Письма (1852-1853) (Гончаров) - страница 2

Я очень разнообразно провожу время: то убиваюсь хандрой и желчью, то на пять минут развеселюсь так, что святых вон понеси, вчера так вот был пьян, немного простудился и крапивная лихорадка усеяла мой лоб премиленькими пятнышками. А основанием глубокой тоске и внезапному веселью служат мои больные нервы, так что и надежды нет, чтоб я когда-нибудь окончательно придержался чего-нибудь одного, то есть чтоб или захандрил или развеселился однажды навсегда. И ведь это с детства так: я помню, мне было лет восемь, а я уж тосковал часто или веселился без причины. Нечего делать, знать таким уродился, таким и останусь. У меня есть некоторые привилегированные места, где я как-то лучше скучаю и веселюсь, и между прочим, в Вашей зале. Но и это утешение отнято у меня; на завод не станешь ездить каждый день; много-много если раз в неделю заглянешь.

Михайла Алекс[андровича] обнимаю и детей тоже: ужасно хочется поиграть с ними.

Все Вам кланяются, и в том числе Майковы: в конце этого месяца они намерены сыграть свадьбу. Я видел невесту: миленькая, немного неловкая девушка, но это-то и придает ей грацию; она мне понравилась тем, что очень естественна; ни искусственность, ни кокетство не успели дотронуться до нее.
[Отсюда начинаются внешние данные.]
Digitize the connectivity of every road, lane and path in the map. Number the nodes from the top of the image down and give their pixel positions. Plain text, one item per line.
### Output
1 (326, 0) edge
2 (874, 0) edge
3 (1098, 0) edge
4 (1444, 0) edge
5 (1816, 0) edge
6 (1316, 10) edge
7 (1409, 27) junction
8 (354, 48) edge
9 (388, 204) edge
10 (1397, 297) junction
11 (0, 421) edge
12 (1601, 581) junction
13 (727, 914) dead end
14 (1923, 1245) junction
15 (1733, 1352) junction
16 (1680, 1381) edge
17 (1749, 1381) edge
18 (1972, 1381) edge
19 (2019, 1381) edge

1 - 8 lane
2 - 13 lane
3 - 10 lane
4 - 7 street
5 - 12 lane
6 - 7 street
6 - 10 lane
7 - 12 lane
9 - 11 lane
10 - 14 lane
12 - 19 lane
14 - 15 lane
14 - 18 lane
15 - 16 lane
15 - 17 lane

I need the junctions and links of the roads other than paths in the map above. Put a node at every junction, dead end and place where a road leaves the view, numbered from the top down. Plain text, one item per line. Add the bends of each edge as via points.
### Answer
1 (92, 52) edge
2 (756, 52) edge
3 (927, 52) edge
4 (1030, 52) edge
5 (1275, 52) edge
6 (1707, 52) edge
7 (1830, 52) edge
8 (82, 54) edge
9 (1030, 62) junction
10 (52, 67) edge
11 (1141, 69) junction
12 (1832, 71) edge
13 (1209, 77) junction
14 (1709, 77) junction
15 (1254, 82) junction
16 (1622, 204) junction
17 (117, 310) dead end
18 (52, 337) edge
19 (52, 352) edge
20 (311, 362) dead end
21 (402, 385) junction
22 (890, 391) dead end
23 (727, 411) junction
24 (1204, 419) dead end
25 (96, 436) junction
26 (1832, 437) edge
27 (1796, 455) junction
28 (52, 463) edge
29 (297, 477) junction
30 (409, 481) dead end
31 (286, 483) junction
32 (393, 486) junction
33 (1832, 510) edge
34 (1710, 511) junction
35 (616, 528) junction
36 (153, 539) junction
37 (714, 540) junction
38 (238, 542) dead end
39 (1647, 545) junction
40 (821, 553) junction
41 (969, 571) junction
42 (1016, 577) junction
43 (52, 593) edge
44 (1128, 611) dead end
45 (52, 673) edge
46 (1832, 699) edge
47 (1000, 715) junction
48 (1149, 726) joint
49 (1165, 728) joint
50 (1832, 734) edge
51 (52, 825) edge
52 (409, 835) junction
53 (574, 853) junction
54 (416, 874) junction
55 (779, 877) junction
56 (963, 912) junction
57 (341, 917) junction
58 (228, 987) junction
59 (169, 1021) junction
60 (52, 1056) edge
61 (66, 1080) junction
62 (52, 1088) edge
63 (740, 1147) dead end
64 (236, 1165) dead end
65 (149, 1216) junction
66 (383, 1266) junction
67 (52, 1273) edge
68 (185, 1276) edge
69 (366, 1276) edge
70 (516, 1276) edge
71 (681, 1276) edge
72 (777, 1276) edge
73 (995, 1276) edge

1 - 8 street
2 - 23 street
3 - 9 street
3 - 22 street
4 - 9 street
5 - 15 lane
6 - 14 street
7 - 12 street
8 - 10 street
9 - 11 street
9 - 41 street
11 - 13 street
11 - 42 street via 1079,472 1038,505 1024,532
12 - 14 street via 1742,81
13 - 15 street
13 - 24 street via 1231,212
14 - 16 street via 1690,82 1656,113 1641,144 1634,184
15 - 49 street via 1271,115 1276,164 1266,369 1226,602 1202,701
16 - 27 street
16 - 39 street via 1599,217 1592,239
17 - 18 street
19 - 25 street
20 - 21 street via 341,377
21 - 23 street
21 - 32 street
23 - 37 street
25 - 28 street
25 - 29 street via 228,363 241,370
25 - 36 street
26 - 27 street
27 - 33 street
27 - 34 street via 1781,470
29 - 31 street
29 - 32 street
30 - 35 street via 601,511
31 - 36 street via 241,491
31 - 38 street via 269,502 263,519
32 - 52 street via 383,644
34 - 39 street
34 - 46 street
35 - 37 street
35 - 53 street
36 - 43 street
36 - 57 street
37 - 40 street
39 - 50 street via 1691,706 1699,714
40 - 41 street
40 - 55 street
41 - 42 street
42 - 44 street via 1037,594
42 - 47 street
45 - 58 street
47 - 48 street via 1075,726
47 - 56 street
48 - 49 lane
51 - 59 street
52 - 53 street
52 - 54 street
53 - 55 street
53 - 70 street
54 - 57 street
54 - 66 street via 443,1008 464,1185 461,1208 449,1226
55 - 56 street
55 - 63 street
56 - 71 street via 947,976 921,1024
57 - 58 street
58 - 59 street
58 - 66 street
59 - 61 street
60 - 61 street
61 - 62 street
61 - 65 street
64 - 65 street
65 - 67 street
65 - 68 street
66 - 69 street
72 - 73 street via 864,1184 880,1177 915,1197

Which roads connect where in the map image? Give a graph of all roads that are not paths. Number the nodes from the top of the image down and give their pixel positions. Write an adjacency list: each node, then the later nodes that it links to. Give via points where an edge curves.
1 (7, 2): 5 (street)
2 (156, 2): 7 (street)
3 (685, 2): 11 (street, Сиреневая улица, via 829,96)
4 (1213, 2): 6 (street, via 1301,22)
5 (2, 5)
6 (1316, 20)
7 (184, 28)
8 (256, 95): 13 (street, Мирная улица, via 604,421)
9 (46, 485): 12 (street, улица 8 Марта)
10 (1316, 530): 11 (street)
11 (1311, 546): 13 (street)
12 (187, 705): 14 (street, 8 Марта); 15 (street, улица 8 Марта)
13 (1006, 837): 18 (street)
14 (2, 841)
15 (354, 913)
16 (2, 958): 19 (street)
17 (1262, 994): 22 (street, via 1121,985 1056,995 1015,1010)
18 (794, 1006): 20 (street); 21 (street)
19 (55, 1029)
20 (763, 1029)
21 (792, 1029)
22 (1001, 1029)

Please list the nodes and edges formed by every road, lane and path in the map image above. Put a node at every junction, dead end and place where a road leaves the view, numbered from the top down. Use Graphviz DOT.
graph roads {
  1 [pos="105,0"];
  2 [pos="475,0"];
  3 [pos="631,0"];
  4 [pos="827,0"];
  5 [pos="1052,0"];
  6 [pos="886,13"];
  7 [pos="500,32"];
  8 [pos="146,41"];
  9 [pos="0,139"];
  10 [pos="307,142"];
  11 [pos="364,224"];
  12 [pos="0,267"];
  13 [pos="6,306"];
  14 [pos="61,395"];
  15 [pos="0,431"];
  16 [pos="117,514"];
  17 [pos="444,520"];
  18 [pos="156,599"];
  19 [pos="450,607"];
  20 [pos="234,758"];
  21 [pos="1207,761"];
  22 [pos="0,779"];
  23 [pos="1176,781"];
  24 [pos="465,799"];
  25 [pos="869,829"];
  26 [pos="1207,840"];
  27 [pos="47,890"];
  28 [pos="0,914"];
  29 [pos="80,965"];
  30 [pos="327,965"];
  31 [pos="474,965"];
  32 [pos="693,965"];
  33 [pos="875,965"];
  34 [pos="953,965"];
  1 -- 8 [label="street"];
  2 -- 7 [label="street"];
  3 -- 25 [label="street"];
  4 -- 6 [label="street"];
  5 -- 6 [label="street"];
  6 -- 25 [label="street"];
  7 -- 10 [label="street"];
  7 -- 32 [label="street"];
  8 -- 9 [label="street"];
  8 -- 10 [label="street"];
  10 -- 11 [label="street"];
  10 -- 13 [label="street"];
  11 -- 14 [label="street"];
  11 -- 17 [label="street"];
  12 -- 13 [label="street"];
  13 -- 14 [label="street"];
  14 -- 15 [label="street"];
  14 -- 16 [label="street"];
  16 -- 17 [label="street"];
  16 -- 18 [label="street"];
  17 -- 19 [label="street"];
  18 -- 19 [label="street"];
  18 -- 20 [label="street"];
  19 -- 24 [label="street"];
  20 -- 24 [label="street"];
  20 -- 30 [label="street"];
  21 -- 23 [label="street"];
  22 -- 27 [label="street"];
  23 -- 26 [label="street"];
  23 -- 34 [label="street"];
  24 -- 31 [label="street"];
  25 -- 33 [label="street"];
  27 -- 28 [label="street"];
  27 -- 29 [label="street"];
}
Был здесь Ваш дяденька — Тепляков: он на седьмом небе оттого, что сынок его выходит в кавалергарды. Я воображаю, как он будет смешон с своими вечерами, куда позовет, разумеется, товарищей сына, мысленно назначая каждого в женихи своей дочери, и будет томиться и скупостью и желанием блеснуть.

Весь и всегда Ваш по гроб включительно. Гончаров.

Я получил и маленькое Ваше письмо: благодарю. Потрудитесь прилагаемую записочку передать Элликониде Алекс[андровне]. Да приезжайте скорее, а Авдотье Андреевне, другу-то моему, кланяйтесь.

Бываю иногда у Коршей: читал у них рукопись.

Боткин Николай приехал и теперь должен быть уже в Москве.

Е. А. и M. А. ЯЗЫКОВЫМ 23 августа 1852. Петербург

23 августа.

Напрасно Вы, матушка Екатерина Александровна, упрекаете меня, что я Вас забыл: в то время, когда Вы писали мне это письмо, я тоже писал к Вам и надеюсь, что мое послание уже получено Вами. Следовательно, наши письма расходятся в пути. Я очень доволен, что Вы хорошо проводите время в деревне и что откровенно сознаетесь в этом: по большей части со всех сторон слышишь жалобы на несчастья да неудачи; это большая редкость, когда кто скажет, что ему хорошо. Благодарю и за то, что вспоминаете обо мне. Только напрасно желаете, чтоб я пожил в деревне у Вас, полагая, что моя хандра должна там пройти: Анненков правду сказал Элликониде Алекс[андровне], что я никогда, нигде и ничем бы не был доволен, что мне ни дай. Это в самом деле так. Хандра моя, как я Вам, кажется, уже писал, есть не что иное, как болезненное состояние, которому причиной нервы. Вы посмотрите на всех нервозных людей: у них ум, воля и все ее проявления подчинены нервам. Оттого эти люди вдруг делаются скучны, мрачны или внезапно переходят к веселью, Бог знает отчего. Это очень неудобно не только для себя, но и для других. От этого я и стараюсь прятаться и, кроме Майковых да Вас, ни к кому не хожу.